Romney also believes the idea of using the government as a venture capitalist for budding tech startups to, as he puts it, “pick winners and losers,” is misguided. Somewhat at odds with this philosophy is that he still thinks the federal government has a role to play in supporting basic R&D. According to him, he will “focus government resources on research programs that advance the development of knowledge, and on technologies with widespread application and potential to serve as the foundation for private sector innovation and commercialization.” How his government would sift the winners and losers of research projects is left unsaid.

On the education front, Romney points to the Nation at Risk study to illustrate the dysfunctional nature of the country’s K-12 institutions. To remedy this he espouses the traditional Republican agenda of using school choice, standards testing, and improved teacher recruitment to help boost science education.

Obama takes a more bottom-up and spend-free approach. For example, he wants to inject 100,000 more science and math teachers into schools over the next decade, and use them to train a million scientists and engineers. He is also in favor of doubling funding for agencies like the DOE, NIH and NSF to expand the federal R&D base. Of course, he can’t perform that doubling by decree – a topic we’ll get to in a moment.

In Obama’s American Recovery and Reinvestment Act of 2009, $100 billion was allocated for basic research, education, and various IT infrastructure projects. While that kind of spending represented a useful economic kick in the pants for a country in recession, the policy model is questionable. You don’t just invest in fundamental R&D and infrastructure because you’re in an economic tailspin. You do so continuously, and probably even more so when the economy is booming and federal coffers are full.

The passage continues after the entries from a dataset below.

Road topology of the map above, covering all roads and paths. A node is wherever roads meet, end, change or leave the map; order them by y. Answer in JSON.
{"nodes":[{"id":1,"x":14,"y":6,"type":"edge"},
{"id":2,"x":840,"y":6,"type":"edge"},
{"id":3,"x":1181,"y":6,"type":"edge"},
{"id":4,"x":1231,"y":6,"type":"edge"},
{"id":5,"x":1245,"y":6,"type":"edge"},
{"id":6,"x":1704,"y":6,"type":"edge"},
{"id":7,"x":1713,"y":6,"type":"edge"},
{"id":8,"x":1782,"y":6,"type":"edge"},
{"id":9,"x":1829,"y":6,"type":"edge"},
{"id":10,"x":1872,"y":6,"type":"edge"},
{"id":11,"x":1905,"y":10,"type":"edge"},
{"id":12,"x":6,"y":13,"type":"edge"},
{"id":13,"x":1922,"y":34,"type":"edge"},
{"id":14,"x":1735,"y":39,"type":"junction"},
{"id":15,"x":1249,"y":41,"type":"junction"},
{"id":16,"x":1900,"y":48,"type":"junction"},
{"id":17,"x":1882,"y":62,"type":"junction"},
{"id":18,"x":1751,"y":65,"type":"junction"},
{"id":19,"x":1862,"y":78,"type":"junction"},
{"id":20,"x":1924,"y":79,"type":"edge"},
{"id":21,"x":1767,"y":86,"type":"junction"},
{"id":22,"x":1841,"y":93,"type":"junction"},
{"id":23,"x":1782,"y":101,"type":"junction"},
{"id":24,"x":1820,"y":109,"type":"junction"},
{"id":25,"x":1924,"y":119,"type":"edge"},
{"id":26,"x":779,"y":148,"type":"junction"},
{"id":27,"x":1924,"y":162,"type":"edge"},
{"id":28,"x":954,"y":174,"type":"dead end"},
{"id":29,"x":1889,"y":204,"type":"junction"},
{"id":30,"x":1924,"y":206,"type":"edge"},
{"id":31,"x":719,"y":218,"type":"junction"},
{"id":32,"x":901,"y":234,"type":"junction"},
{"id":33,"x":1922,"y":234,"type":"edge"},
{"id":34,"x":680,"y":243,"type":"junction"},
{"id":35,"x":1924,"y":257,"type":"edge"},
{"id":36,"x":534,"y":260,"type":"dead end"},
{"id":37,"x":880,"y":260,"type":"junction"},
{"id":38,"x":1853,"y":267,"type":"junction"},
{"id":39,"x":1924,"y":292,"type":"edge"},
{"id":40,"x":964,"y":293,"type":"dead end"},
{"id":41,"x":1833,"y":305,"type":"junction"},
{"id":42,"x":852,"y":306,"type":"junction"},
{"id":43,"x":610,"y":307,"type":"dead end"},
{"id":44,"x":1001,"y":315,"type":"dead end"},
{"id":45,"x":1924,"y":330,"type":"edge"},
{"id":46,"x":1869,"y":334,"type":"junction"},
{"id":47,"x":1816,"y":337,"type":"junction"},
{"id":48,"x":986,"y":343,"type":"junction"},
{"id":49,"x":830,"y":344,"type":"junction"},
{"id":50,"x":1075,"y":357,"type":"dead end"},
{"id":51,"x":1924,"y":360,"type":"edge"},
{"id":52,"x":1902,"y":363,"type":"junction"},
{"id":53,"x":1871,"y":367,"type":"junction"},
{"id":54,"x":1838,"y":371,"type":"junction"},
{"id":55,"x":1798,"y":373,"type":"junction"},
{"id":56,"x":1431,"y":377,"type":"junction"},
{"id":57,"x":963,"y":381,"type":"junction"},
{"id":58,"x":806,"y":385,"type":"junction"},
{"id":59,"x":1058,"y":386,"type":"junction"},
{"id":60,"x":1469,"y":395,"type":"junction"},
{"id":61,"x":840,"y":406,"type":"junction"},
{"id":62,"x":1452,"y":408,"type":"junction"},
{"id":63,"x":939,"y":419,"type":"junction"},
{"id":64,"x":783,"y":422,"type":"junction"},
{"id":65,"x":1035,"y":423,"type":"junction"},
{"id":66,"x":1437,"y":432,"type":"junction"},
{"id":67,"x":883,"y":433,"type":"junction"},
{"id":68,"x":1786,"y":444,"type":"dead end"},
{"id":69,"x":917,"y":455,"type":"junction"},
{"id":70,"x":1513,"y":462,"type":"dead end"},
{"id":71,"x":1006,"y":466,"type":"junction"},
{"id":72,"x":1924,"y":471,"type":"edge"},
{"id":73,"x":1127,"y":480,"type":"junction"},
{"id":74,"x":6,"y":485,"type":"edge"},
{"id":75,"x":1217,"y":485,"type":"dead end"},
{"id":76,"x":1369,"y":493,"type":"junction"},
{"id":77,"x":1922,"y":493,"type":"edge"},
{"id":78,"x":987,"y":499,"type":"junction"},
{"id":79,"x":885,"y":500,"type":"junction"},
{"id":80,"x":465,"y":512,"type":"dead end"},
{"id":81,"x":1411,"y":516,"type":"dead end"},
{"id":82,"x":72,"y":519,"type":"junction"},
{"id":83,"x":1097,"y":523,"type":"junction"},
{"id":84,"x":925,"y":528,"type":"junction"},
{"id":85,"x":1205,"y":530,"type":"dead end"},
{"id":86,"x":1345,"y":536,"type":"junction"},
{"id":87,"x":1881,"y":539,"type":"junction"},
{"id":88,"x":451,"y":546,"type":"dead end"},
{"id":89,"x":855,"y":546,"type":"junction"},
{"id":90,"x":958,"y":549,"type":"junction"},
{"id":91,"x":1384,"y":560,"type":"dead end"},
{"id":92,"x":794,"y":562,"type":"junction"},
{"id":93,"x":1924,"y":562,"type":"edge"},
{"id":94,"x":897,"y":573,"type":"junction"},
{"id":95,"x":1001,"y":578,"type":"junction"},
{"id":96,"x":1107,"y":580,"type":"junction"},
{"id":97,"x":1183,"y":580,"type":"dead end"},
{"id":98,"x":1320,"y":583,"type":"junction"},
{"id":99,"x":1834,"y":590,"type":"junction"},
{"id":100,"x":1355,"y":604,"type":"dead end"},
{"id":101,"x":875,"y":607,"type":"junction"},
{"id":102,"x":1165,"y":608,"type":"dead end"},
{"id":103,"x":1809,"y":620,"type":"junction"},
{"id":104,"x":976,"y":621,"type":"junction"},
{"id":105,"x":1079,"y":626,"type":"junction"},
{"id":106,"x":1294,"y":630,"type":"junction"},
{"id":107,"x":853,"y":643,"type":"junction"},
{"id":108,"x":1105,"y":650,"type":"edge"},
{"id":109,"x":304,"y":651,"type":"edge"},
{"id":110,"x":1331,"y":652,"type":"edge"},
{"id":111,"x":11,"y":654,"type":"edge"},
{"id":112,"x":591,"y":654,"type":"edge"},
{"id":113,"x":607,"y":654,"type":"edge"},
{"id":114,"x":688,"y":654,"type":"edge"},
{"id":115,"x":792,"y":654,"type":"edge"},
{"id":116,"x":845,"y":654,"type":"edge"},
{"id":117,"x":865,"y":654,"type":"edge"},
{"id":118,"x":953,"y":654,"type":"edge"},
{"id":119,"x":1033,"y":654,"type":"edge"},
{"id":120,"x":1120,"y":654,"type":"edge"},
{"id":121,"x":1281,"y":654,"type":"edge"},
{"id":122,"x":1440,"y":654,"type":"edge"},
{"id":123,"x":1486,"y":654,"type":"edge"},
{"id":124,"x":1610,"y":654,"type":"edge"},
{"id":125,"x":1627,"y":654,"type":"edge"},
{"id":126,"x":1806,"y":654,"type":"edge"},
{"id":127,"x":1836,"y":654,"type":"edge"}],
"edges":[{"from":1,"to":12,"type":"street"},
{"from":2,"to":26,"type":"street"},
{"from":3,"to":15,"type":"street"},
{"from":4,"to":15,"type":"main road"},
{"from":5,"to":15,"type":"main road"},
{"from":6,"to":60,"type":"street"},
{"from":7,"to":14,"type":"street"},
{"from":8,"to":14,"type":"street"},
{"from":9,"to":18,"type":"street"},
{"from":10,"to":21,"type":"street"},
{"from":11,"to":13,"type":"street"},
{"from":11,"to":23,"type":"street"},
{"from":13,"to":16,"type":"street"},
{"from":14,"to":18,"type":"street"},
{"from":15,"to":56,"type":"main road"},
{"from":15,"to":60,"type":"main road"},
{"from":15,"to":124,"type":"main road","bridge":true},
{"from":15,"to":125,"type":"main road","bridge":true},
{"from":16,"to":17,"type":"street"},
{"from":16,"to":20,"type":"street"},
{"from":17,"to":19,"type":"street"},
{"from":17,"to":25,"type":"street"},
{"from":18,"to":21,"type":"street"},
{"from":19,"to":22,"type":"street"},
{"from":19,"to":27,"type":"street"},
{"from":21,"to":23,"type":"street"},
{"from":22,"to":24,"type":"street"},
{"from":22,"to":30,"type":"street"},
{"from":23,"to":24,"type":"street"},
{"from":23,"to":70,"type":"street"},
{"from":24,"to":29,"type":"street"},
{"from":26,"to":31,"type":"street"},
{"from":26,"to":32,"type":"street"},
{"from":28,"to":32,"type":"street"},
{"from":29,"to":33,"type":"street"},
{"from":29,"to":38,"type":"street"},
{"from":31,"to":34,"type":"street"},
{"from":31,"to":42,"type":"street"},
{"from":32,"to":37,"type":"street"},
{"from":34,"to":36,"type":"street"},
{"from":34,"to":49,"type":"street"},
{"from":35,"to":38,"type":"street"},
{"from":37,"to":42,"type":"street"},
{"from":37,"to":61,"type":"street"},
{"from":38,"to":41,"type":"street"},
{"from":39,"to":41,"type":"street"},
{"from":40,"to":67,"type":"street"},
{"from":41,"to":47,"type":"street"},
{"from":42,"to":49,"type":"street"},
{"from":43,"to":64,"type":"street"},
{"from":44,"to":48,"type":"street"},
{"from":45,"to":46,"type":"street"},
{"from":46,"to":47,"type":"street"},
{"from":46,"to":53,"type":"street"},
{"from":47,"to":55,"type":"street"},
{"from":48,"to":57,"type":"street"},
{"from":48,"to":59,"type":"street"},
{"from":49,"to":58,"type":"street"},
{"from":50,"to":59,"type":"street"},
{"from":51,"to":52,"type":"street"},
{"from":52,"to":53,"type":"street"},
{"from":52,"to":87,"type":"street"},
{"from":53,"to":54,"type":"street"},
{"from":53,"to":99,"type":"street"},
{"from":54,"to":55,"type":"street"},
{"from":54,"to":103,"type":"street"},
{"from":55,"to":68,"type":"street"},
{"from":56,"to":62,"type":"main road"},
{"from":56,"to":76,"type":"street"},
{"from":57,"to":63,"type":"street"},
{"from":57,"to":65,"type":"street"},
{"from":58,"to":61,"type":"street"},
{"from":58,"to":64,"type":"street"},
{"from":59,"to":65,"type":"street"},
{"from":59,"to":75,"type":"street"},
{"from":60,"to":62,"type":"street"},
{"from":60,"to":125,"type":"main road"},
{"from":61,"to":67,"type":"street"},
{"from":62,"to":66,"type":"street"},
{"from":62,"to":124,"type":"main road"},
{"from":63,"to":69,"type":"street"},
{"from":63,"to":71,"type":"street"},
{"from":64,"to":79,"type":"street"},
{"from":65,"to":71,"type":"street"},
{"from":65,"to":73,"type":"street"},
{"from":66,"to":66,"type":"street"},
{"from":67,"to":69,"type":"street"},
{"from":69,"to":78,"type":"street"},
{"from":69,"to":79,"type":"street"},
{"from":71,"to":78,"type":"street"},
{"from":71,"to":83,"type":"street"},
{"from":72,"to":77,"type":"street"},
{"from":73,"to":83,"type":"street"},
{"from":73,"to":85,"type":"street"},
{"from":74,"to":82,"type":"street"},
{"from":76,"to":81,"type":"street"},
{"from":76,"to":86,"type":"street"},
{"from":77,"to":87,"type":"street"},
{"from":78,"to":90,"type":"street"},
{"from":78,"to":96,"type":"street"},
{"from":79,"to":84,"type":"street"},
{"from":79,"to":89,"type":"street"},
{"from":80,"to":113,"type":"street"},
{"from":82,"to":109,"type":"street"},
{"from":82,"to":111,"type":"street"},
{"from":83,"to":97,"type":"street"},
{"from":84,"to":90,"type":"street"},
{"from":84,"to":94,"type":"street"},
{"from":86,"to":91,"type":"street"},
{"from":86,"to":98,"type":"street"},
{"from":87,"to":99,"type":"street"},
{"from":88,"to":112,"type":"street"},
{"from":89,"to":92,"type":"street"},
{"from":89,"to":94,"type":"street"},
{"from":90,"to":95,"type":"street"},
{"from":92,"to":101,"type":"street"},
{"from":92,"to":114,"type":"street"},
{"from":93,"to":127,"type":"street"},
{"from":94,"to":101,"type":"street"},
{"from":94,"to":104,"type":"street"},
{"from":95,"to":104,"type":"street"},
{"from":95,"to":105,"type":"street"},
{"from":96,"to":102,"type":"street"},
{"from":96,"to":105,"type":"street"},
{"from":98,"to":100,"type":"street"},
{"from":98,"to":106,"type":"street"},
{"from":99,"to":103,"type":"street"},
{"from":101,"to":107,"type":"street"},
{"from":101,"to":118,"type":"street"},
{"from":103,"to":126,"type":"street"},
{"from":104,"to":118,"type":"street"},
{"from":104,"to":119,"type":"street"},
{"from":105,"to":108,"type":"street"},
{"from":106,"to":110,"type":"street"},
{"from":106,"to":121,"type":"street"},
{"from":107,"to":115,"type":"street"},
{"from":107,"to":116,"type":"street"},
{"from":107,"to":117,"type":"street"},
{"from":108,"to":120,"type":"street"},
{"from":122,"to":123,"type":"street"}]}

Which gets us to the real challenge of either candidate’s agenda: the US Congress. That is the body that actually appropriates funding, and although science and technology initiatives get broad bipartisan support in both the House and Senate, spending for them does not. For a variety of reasons, both political and economic, the US has become less and less inclined to do long-term investments. And since the R&D community relies on consistent funding to keep multi-year research in place, life there is becoming more precarious.

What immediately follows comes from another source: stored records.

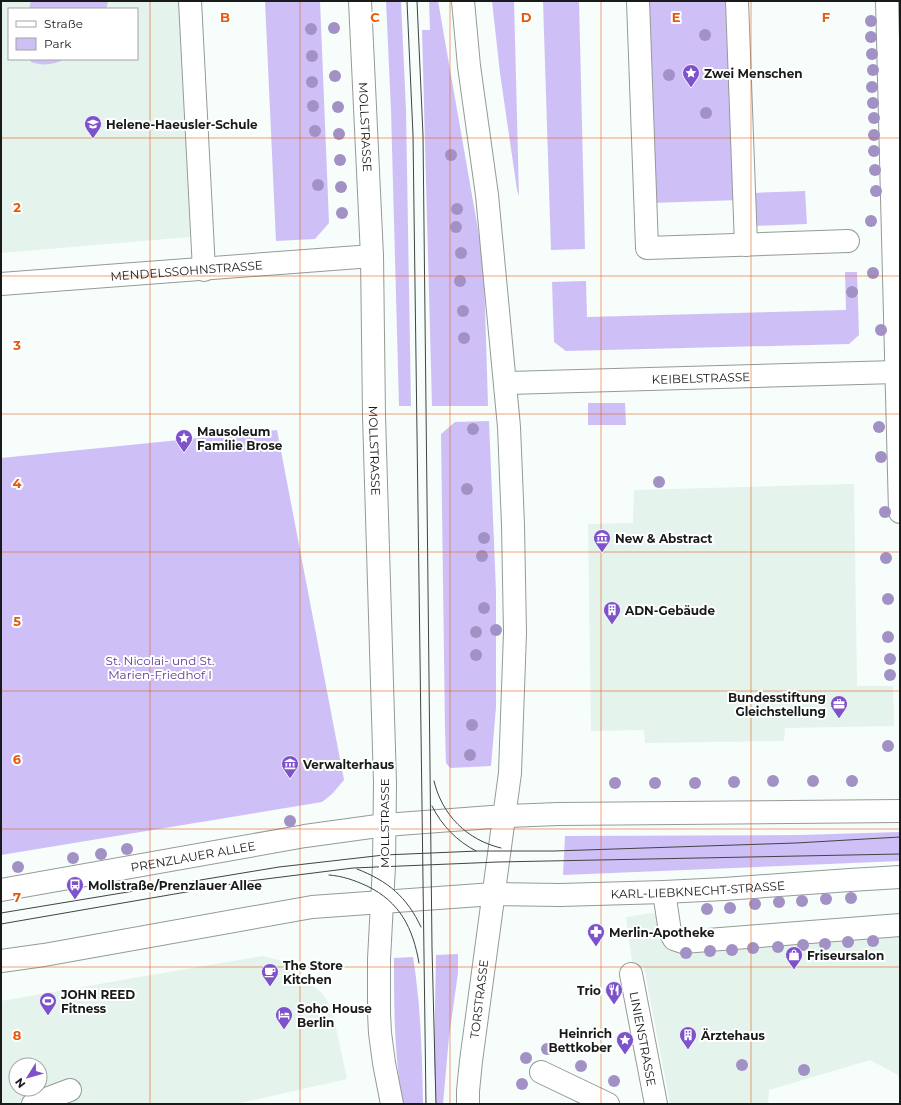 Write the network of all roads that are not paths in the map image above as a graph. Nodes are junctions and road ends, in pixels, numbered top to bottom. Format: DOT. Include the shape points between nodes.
graph roads {
  1 [pos="190,1"];
  2 [pos="360,1"];
  3 [pos="463,1"];
  4 [pos="638,1"];
  5 [pos="737,1"];
  6 [pos="888,1"];
  7 [pos="848,241"];
  8 [pos="746,245"];
  9 [pos="372,256"];
  10 [pos="204,270"];
  11 [pos="1,284"];
  12 [pos="898,343"];
  13 [pos="896,372"];
  14 [pos="505,383"];
  15 [pos="900,512"];
  16 [pos="900,811"];
  17 [pos="505,816"];
  18 [pos="385,825"];
  19 [pos="900,877"];
  20 [pos="1,890"];
  21 [pos="664,892"];
  22 [pos="494,894"];
  23 [pos="383,901"];
  24 [pos="900,926"];
  25 [pos="1,961"];
  26 [pos="631,974"];
  27 [pos="541,1072"];
  28 [pos="70,1090"];
  29 [pos="32,1104"];
  30 [pos="392,1104"];
  31 [pos="468,1104"];
  32 [pos="608,1104"];
  33 [pos="656,1104"];
  1 -- 10 [label="main road"];
  2 -- 9 [label="main road, MOLLSTRASSE"];
  3 -- 14 [label="main road" via="489,216"];
  4 -- 8 [label="main road" via="647,248"];
  5 -- 8 [label="main road"];
  6 -- 12 [label="main road"];
  7 -- 8 [label="main road"];
  9 -- 10 [label="main road, MENDELSSOHNSTRASSE"];
  9 -- 18 [label="main road, MOLLSTRASSE"];
  10 -- 11 [label="main road, MENDELSSOHNSTRASSE"];
  12 -- 13 [label="main road"];
  13 -- 14 [label="main road, KEIBELSTRASSE"];
  13 -- 15 [label="main road"];
  14 -- 17 [label="main road" via="509,426 515,634 510,765"];
  16 -- 17 [label="main road"];
  17 -- 18 [label="main road, PRENZLAUER ALLEE"];
  17 -- 22 [label="main road"];
  18 -- 20 [label="main road, PRENZLAUER ALLEE" via="305,836"];
  18 -- 23 [label="main road, MOLLSTRASSE"];
  19 -- 21 [label="main road, KARL-LIEBKNECHT-STRASSE"];
  21 -- 22 [label="main road, KARL-LIEBKNECHT-STRASSE"];
  21 -- 24 [label="main road" via="670,932 674,939 683,942"];
  22 -- 23 [label="main road, KARL-LIEBKNECHT-STRASSE"];
  22 -- 31 [label="main road, TORSTRASSE" via="471,1061"];
  23 -- 25 [label="main road" via="312,907"];
  23 -- 30 [label="main road" via="379,959 380,1033"];
  26 -- 33 [label="main road, LINIENSTRASSE"];
  27 -- 32 [label="main road"];
  28 -- 29 [label="main road"];
}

The America COMPETES Act is the poster child for the dysfunctional nature of federal R&D funding for Science, Technology, Engineering, and Mathematics (STEM). Initially passed into law in 2007 under the Bush Administration, it set out to boost STEM support across the major federal agencies. It was never fully funded to its intended levels, and despite being reauthorized in 2010 (in reduced form), it has failed to live up to its intended goals.

The overarching problem is the federal deficit and the public’s antipathy to raising taxes, which puts unrelenting pressure on discretionary spending. On top of that is a conservative Republican party that is committed to shrinking such spending, and a moderate Democratic party that seems incapable of offering any significant opposition.

The irony is that both Romney and Obama, and Congress for that matter, recognize the importance of technology leadership, and what it means to the future of the country. Everyone’s for it, but the political will to make it an investment priority is missing. Romney and his Republican cohorts believe that it can be done on the cheap, by encouraging private enterprises to take up the R&D slack of the federal government, while the Obama contingent thinks they can convince their opposition to loosen the purse strings. It’s hard to imagine such wishful thinking will lead to a happy ending.